Sybil sighed. “Master Damian, we are all just trying to live. But we can’t if we steal from one another, can we?” She sat on Thorston’s bed and opened her hand. The two stones, one smaller than the other, lay glowing in her palm. “Do you wish to know the truth about these?”

Alfric drew near. Damian looked away as if he didn’t care, but Sybil was sure he was listening.

“These stones,” began Sybil, “were made by our master a few days ago. They are his way of staying alive.”

“He’s bloody well failed, hasn’t he?” said Damian, wiping away his tears. “And I’m glad of it. So why couldn’t I have at least one stone?”

“Damian,” said a weary Sybil, “we need to work together. And if we find anything of value, we’ll surely share.”

Exhausted, they sat in silence. Sybil gazed at the stones and wondered what would happen if she swallowed one. Would she become something else? Would she die?

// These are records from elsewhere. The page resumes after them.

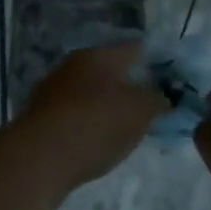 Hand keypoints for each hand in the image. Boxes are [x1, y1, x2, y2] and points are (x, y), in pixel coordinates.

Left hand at [7, 43, 167, 202]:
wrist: (37, 159)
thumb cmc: (94, 125)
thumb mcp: (139, 112)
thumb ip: (158, 100)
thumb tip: (165, 96)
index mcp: (97, 56)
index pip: (134, 49)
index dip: (156, 62)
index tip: (173, 80)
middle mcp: (72, 67)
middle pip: (111, 72)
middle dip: (132, 87)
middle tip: (153, 108)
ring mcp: (53, 92)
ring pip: (91, 94)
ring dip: (109, 107)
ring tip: (129, 128)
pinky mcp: (42, 119)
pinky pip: (76, 116)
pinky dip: (90, 125)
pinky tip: (99, 143) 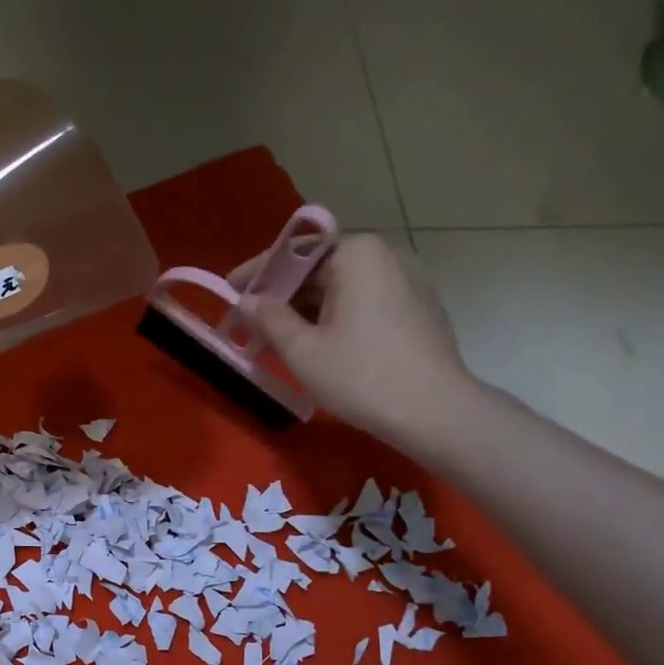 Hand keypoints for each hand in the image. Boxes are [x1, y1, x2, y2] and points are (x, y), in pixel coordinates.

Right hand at [237, 234, 477, 455]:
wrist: (434, 411)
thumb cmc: (361, 376)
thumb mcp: (303, 350)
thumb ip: (270, 319)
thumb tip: (248, 301)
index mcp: (356, 254)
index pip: (294, 253)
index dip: (257, 274)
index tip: (229, 291)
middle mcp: (385, 255)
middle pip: (319, 269)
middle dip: (282, 296)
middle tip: (250, 324)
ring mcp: (407, 280)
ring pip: (341, 289)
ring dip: (306, 311)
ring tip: (278, 340)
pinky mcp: (418, 308)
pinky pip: (364, 303)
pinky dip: (335, 318)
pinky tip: (318, 346)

Then she remembered: she was going to bring them to Brother Wilfrid.

Even as she got up, Odo, from atop the books, bobbed his head a few times and said, “I wish to announce something.”

They looked around.

The raven opened his beak, stuck out his black tongue, and then said: “I have found Master’s gold.”

16

There was stunned silence.

Sybil found voice to ask, “Is that truly so?” The bird nodded.

“Where is it?” demanded Damian.

“Below. In those chests by his grave.”

“They were locked,” said Sybil. “Did you find the key?”

“I … had another way of opening it.”

“Which was??” said Sybil.

“It’s what I told you. I can turn things—small things—into water. I did so with the lock. Sybil,” he said in response to her accusatory look. “I told you I could do that. I did.”

“Did you really find gold?” asked a wide-eyed Damian.

“You may look for yourself,” said the bird.

Sybil shoved the two stones into her purse, grabbed a candle and, with the others, rushed down the steps and ladder into the dirt basement. Holding up the candle, she glanced at the grave. It was undisturbed. “He hasn’t moved,” she said, much relieved.

“God grant him a true death this time,” said Alfric.

Damian was only interested in the chests. “Did you really turn the lock into water?” he asked Odo.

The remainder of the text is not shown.